AKC eNewsletter


Summer 2010
Matching Your Puppies With the Best Prospective Homes
Part One: Reaching and Screening Potential Owners

By Arliss Paddock

While screening prospective homes for a litter of English Cocker Spaniel puppies several years ago, I had a memorable phone conversation with a caller who was inquiring about a pet puppy. This person was of that especially challenging category: He’d never had a dog. He had decided it was time, though, and he’d earnestly done research on dog breeds and responsible ownership.

We had a pleasant initial chat about the breed and its proper care and were about to hang up when, after a pause, he offered a final question, with great concern in his voice.

“If the dog had been on the sofa, and then I sat on the sofa afterward, would I get dog hair on my pants?”

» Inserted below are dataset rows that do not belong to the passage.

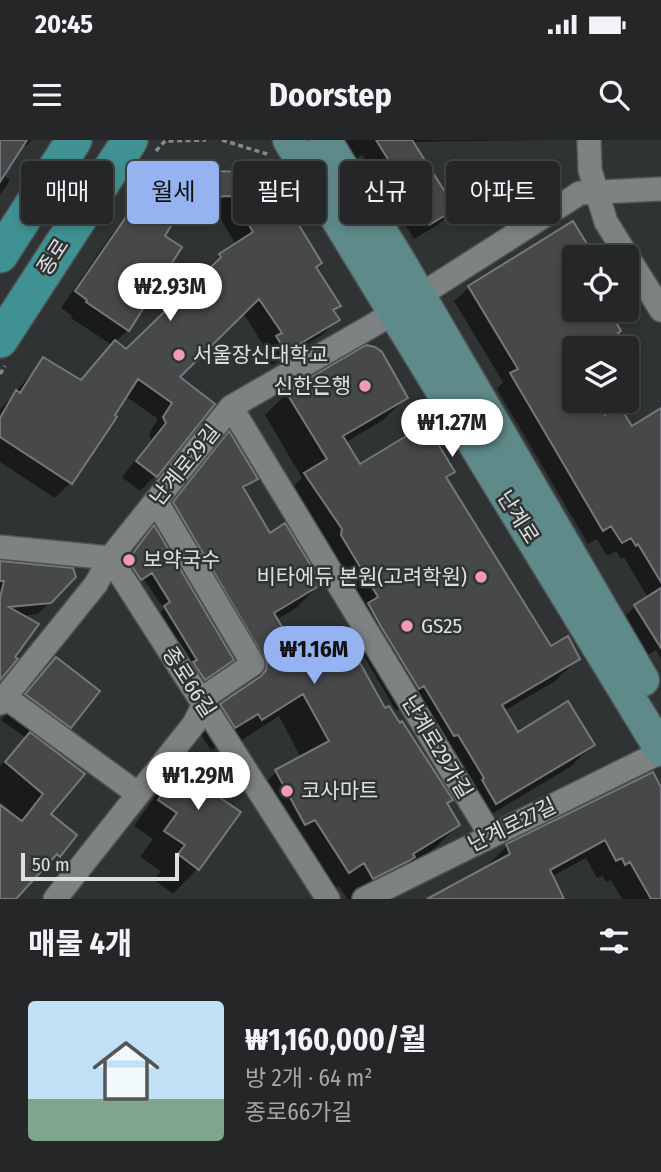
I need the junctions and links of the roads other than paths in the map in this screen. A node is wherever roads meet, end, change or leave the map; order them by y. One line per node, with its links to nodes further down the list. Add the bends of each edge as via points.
1 (74, 140): 8 (main road)
2 (289, 140): 11 (main road, 난계로)
3 (325, 140): 9 (main road, 난계로)
4 (589, 140): 7 (street)
5 (131, 141): 12 (main road, 종로)
6 (661, 189): 7 (street, 난계로29길)
7 (596, 192): 9 (street, 난계로29길, via 580,193); 10 (street, via 607,222)
8 (0, 255)
9 (419, 295): 11 (street, 난계로29길); 19 (main road, 난계로)
10 (661, 310)
11 (393, 313): 13 (street, 난계로29길); 20 (main road, 난계로)
12 (0, 340)
13 (231, 407): 14 (street, 난계로29길); 22 (street, 난계로29가길)
14 (156, 501): 16 (street, 난계로29길); 18 (street, via 253,664 209,694)
15 (0, 547): 16 (street)
16 (110, 558): 17 (street, 난계로29길, via 96,584); 18 (street, 종로66길)
17 (3, 700): 21 (street, 난계로29길)
18 (204, 705): 21 (street); 24 (street, 종로66길)
19 (661, 711)
20 (661, 751): 22 (street, 난계로27길)
21 (138, 794): 23 (street)
22 (491, 836): 25 (street, 난계로27길)
23 (55, 899)
24 (328, 899)
25 (364, 899)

Uh oh, I thought. This nice fellow has not done quite enough homework. Perhaps he’s not quite ready to get a dog, if indeed he ever will be. I explained that, yes, he probably would get dog hair on his pants—and on his shirt, and in fact there would always be some amount of dog hair all over the house, no matter how often he cleaned.

Mary Bloom

Finding wonderful homes for puppies is far from easy. For many breeders, this process—not cleaning up soiled puppy-papers—is the most unpleasant aspect of raising dogs. Carefully screening prospective buyers so as to match each available pup with the most suitable home can be a time-consuming process accompanied by enough stress and worry to keep one tossing and turning for many a night.

What can you do to help ensure that you’ll find the right puppy homes? Although there is no perfect formula, there are a number of things that can optimize your success in screening potential owners and pairing them with the pups who suit them best.

Getting the Word Out
The first step is making sure that people know you have or will have pups available. If you are relatively new to breeding, this will entail more effort on your part than for the prominent longtime breeder who may have a large network of people who know of her or have obtained dogs from her in the past. Such a breeder may even have a waiting list of homes for upcoming litters.

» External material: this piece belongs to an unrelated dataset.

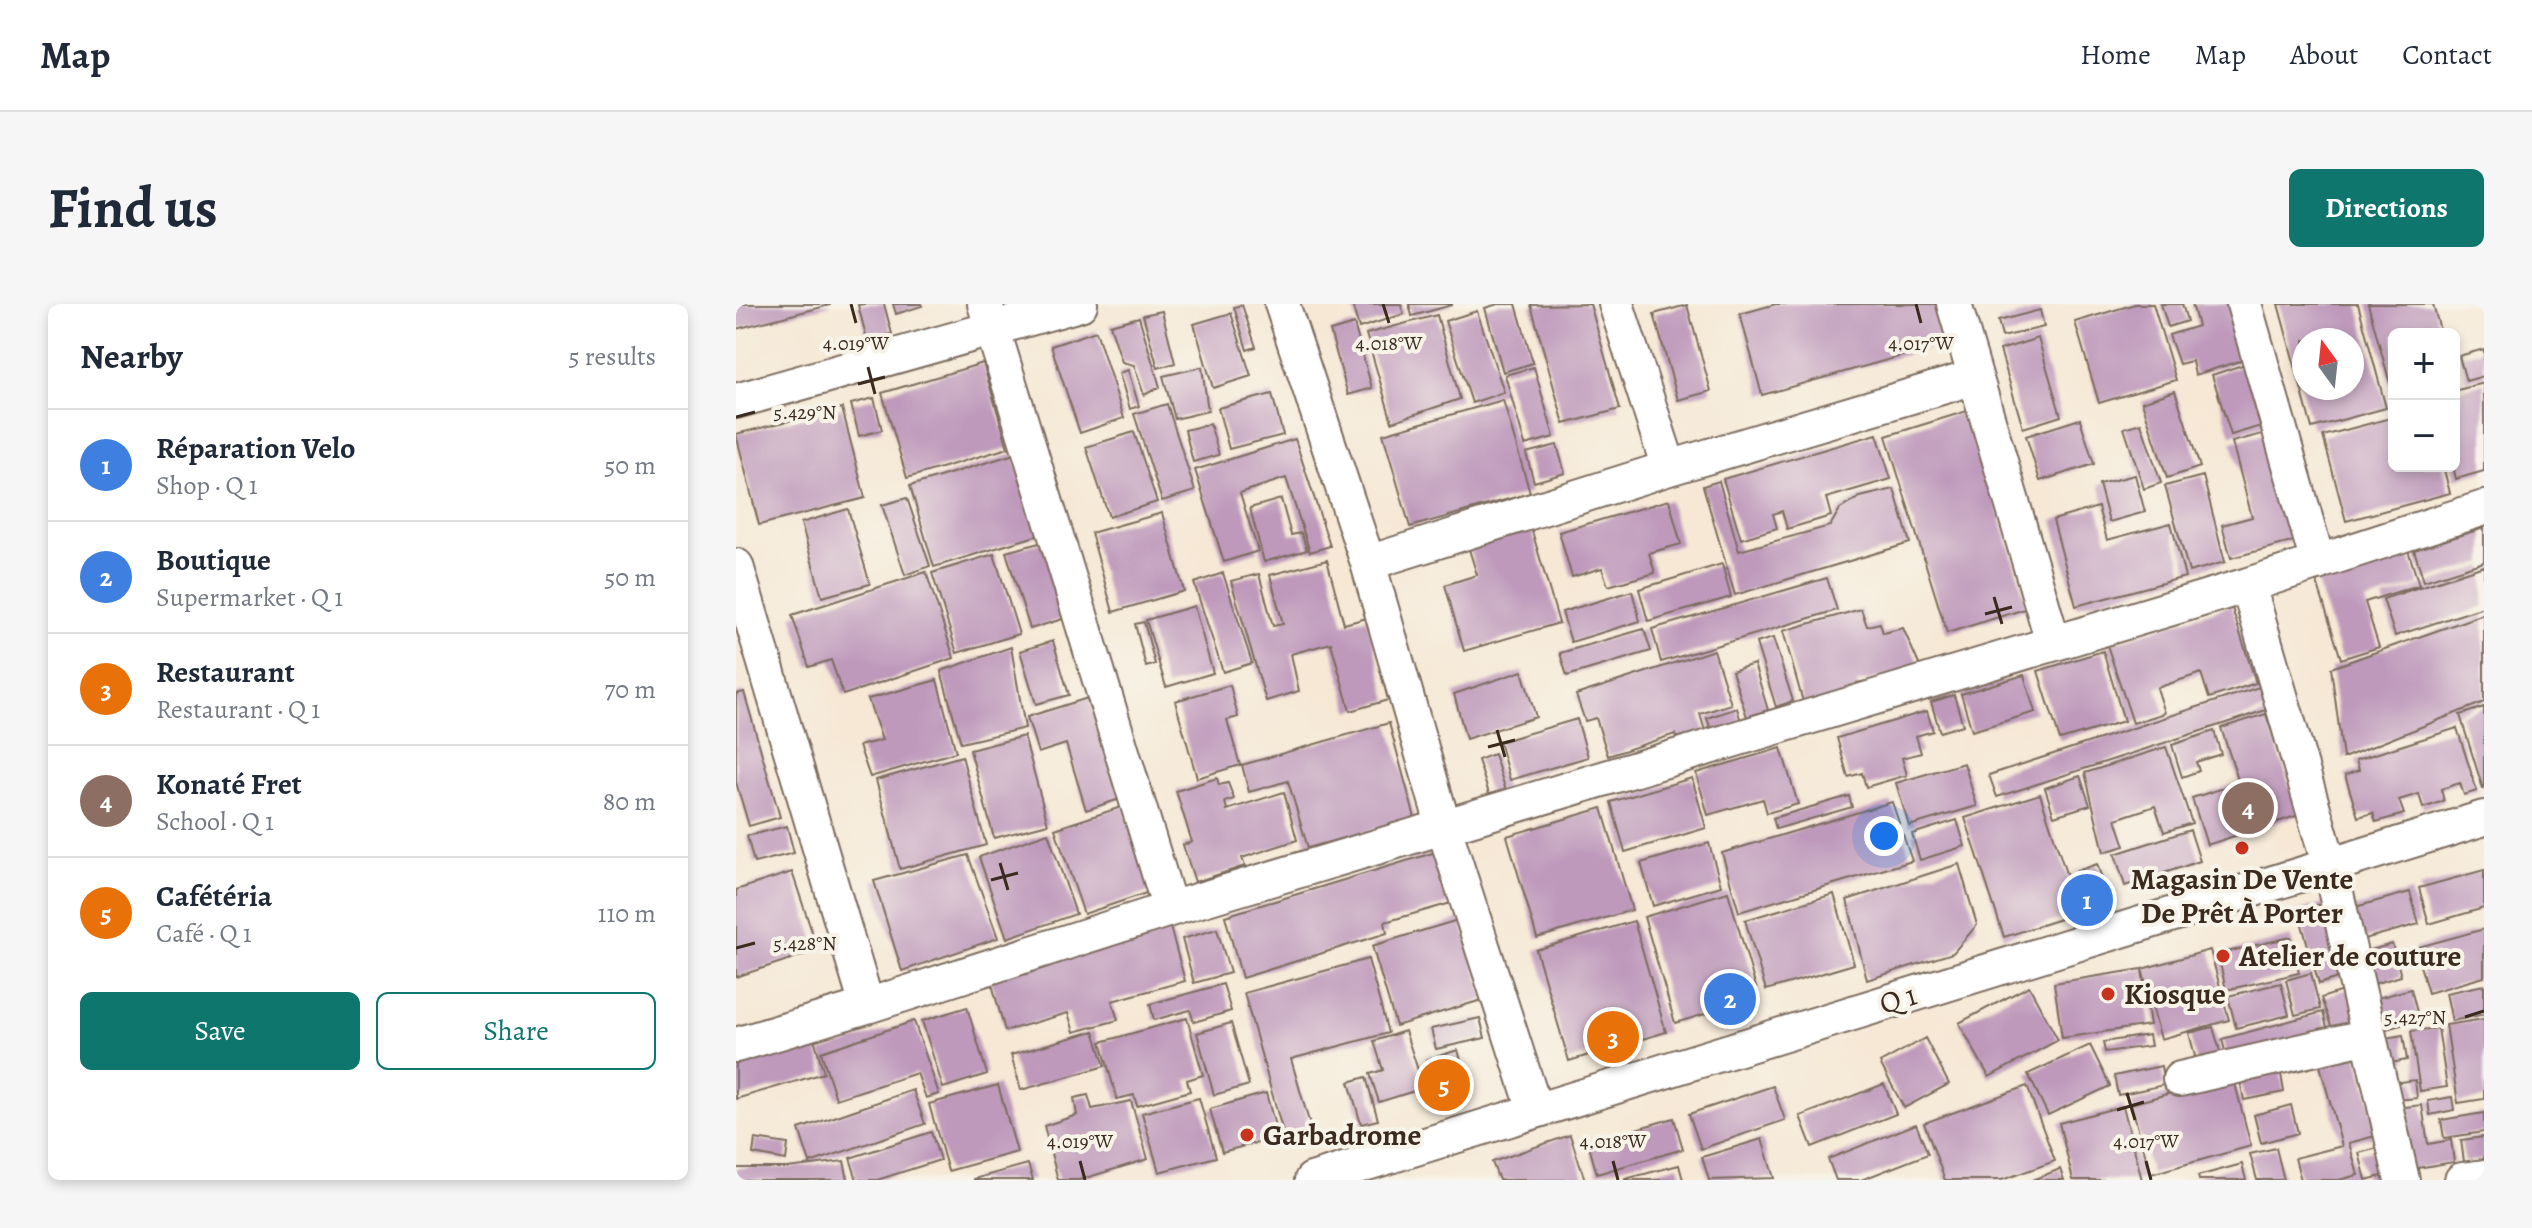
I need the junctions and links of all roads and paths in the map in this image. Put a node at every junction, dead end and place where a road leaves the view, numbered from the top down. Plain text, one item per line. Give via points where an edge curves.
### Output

If you’re not yet a member of your breed’s AKC parent club, as a responsible breeder you should be, and you can look to the club for excellent resources to help in puppy placement. The AKC recommends to prospective owners that they start their search for a puppy with the parent club, and most parent clubs maintain a breeder-referral program whereby prospective owners who contact the club are referred to breeders in their area.

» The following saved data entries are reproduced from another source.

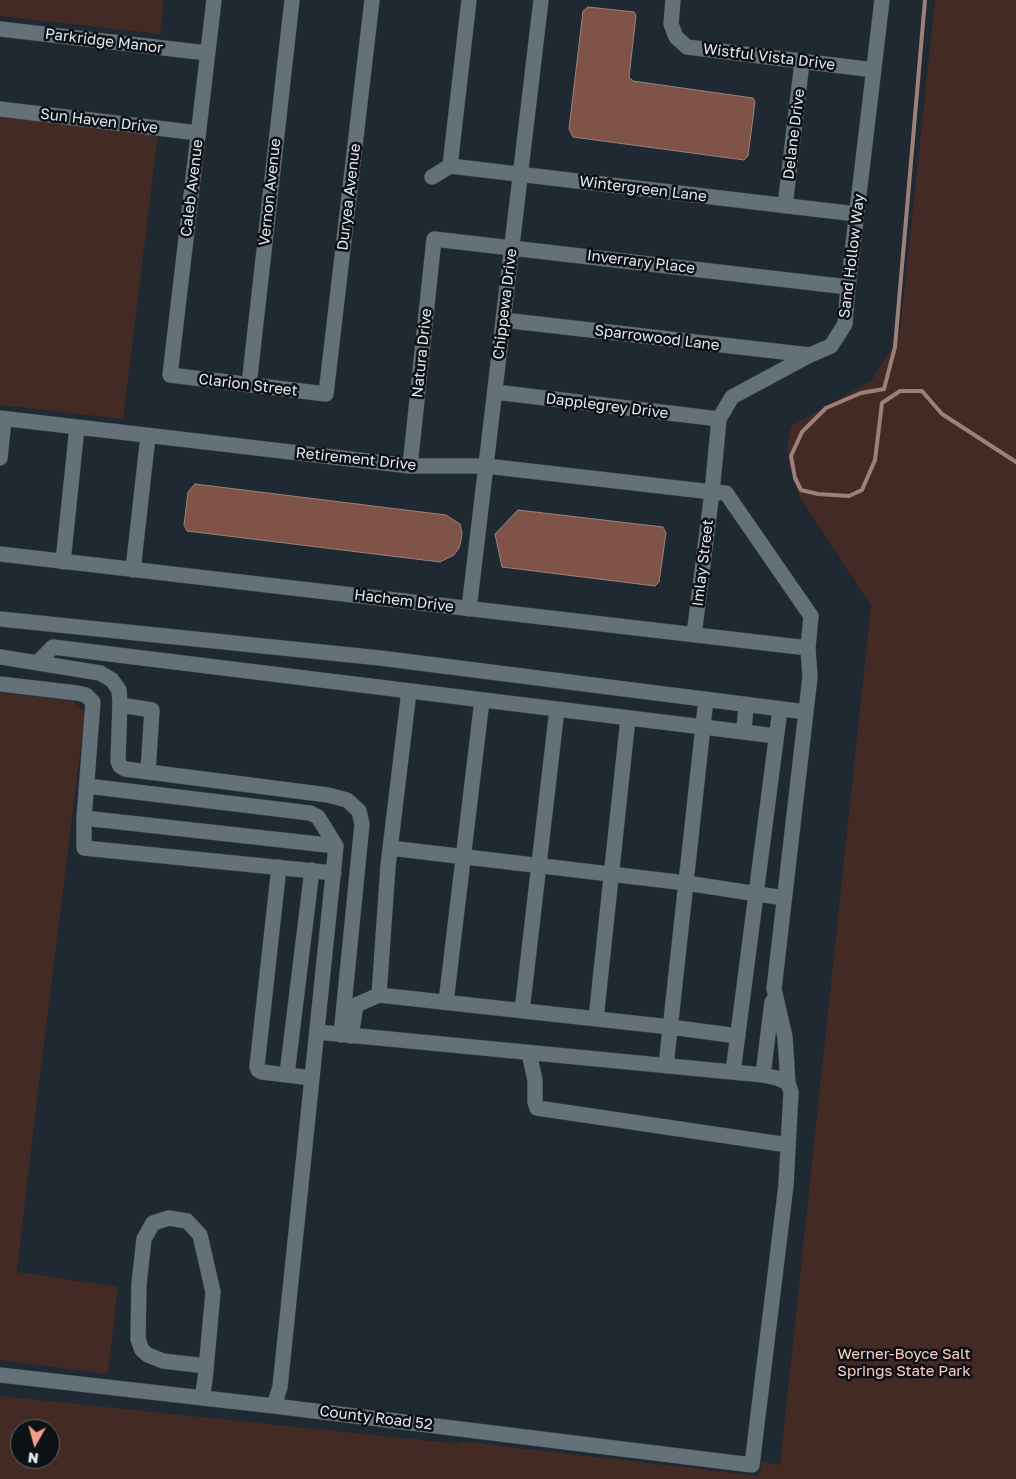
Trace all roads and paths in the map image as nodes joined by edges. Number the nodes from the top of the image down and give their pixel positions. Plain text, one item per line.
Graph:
1 (214, 0) edge
2 (292, 0) edge
3 (372, 0) edge
4 (469, 0) edge
5 (541, 0) edge
6 (673, 0) edge
7 (882, 0) edge
8 (0, 29) edge
9 (207, 53) junction
10 (802, 62) junction
11 (874, 70) junction
12 (0, 108) edge
13 (198, 133) junction
14 (450, 166) junction
15 (520, 174) junction
16 (432, 177) dead end
17 (785, 206) junction
18 (856, 214) junction
19 (434, 239) joint
20 (512, 247) junction
21 (848, 287) junction
22 (503, 320) junction
23 (810, 355) junction
24 (170, 375) joint
25 (248, 385) junction
26 (495, 392) junction
27 (326, 394) joint
28 (2, 418) edge
29 (718, 419) junction
30 (77, 427) junction
31 (148, 436) junction
32 (0, 458) edge
33 (410, 466) junction
34 (486, 466) junction
35 (712, 492) junction
36 (0, 554) edge
37 (63, 562) junction
38 (133, 570) junction
39 (469, 609) junction
40 (0, 620) edge
41 (694, 635) junction
42 (808, 648) junction
43 (0, 657) edge
44 (37, 663) junction
45 (0, 684) edge
46 (409, 691) junction
47 (706, 699) junction
48 (482, 700) junction
49 (746, 704) junction
50 (120, 705) junction
51 (557, 709) junction
52 (780, 709) junction
53 (806, 712) junction
54 (628, 718) junction
55 (704, 728) junction
56 (744, 732) junction
57 (776, 736) junction
58 (148, 772) junction
59 (87, 786) junction
60 (84, 818) junction
61 (336, 846) junction
62 (390, 848) junction
63 (463, 857) junction
64 (539, 866) junction
65 (279, 867) junction
66 (312, 870) junction
67 (334, 873) junction
68 (611, 874) junction
69 (686, 883) junction
70 (756, 893) junction
71 (784, 898) junction
72 (774, 989) junction
73 (379, 995) junction
74 (446, 1002) junction
75 (522, 1011) junction
76 (596, 1019) junction
77 (670, 1027) junction
78 (317, 1032) junction
79 (346, 1035) junction
80 (738, 1036) junction
81 (529, 1053) junction
82 (666, 1066) junction
83 (734, 1072) junction
84 (288, 1074) junction
85 (763, 1075) junction
86 (312, 1078) junction
87 (788, 1083) junction
88 (788, 1145) junction
89 (206, 1366) junction
90 (0, 1375) edge
91 (202, 1398) junction
92 (274, 1406) junction

1 - 9 street, Caleb Avenue
2 - 25 street, Vernon Avenue
3 - 27 street, Duryea Avenue
4 - 14 street
5 - 15 street, Chippewa Drive
6 - 10 street, Wistful Vista Drive
7 - 11 street, Sand Hollow Way
8 - 9 street, Parkridge Manor
9 - 13 street, Caleb Avenue
10 - 11 street, Wistful Vista Drive
10 - 17 street, Delane Drive
11 - 18 street, Sand Hollow Way
12 - 13 street, Sun Haven Drive
13 - 24 street, Caleb Avenue
14 - 15 street, Wintergreen Lane
14 - 16 street
15 - 17 street, Wintergreen Lane
15 - 20 street, Chippewa Drive
17 - 18 street, Wintergreen Lane
18 - 21 street, Sand Hollow Way
19 - 20 street, Inverrary Place
19 - 33 street, Natura Drive
20 - 21 street, Inverrary Place
20 - 22 street, Chippewa Drive
21 - 23 street, Sand Hollow Way
22 - 23 street, Sparrowood Lane
22 - 26 street, Chippewa Drive
23 - 29 street, Sand Hollow Way
24 - 25 street, Clarion Street
25 - 27 street, Clarion Street
26 - 29 street, Dapplegrey Drive
26 - 34 street, Chippewa Drive
28 - 30 street, Retirement Drive
28 - 32 street
29 - 35 street, Sand Hollow Way
30 - 31 street, Retirement Drive
30 - 37 street
31 - 33 street, Retirement Drive
31 - 38 street
33 - 34 street, Retirement Drive
34 - 35 street, Retirement Drive
34 - 39 street, Chippewa Drive
35 - 41 street, Imlay Street
35 - 42 street
36 - 37 street, Hachem Drive
37 - 38 street, Hachem Drive
38 - 39 street, Hachem Drive
39 - 41 street, Hachem Drive
40 - 47 street
41 - 42 street, Hachem Drive
42 - 53 street
43 - 44 street
44 - 46 street
44 - 50 street
45 - 59 street
46 - 48 street
46 - 62 street
47 - 49 street
47 - 55 street
48 - 51 street
48 - 63 street
49 - 52 street
49 - 56 street
50 - 58 street
50 - 58 street
51 - 54 street
51 - 64 street
52 - 53 street
52 - 57 street
53 - 71 street
54 - 55 street
54 - 68 street
55 - 56 street
55 - 69 street
56 - 57 street
57 - 70 street
58 - 79 street
59 - 60 street
59 - 61 street
60 - 61 street
60 - 65 street
61 - 67 street
62 - 63 street
62 - 73 street
63 - 64 street
63 - 74 street
64 - 68 street
64 - 75 street
65 - 66 street
65 - 84 street
66 - 67 street
66 - 84 street
67 - 78 street
68 - 69 street
68 - 76 street
69 - 70 street
69 - 77 street
70 - 71 street
70 - 80 street
71 - 72 street
72 - 85 street
72 - 87 street
73 - 74 street
73 - 79 street
74 - 75 street
75 - 76 street
76 - 77 street
77 - 80 street
77 - 82 street
78 - 79 street
78 - 86 street
79 - 81 street
80 - 83 street
81 - 82 street
81 - 88 street
82 - 83 street
83 - 85 street
84 - 86 street
85 - 87 street
86 - 92 street
87 - 88 street
88 - 92 street, County Road 52
89 - 89 street
89 - 91 street
90 - 91 street, County Road 52
91 - 92 street, County Road 52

For many parent clubs, breeders who wish to participate in the referral program are expected to abide by the club’s code of ethics. This requirement affirms for potential owners that the people listed have the breed’s best interests foremost in mind.

Links to the parent-club breeder-referral contacts for every AKC breed are provided on the AKC website, under both the “Breeders” and “Future Owners” headings. As a supplemental resource, the AKC site also offers online Breeder Classifieds, where available puppies can be listed.

Many parent clubs provide space for advertisement of planned or current litters in the club publication or on the website. An ad in the club publication can be a great place to feature the litter’s pedigree and photos of the sire and dam.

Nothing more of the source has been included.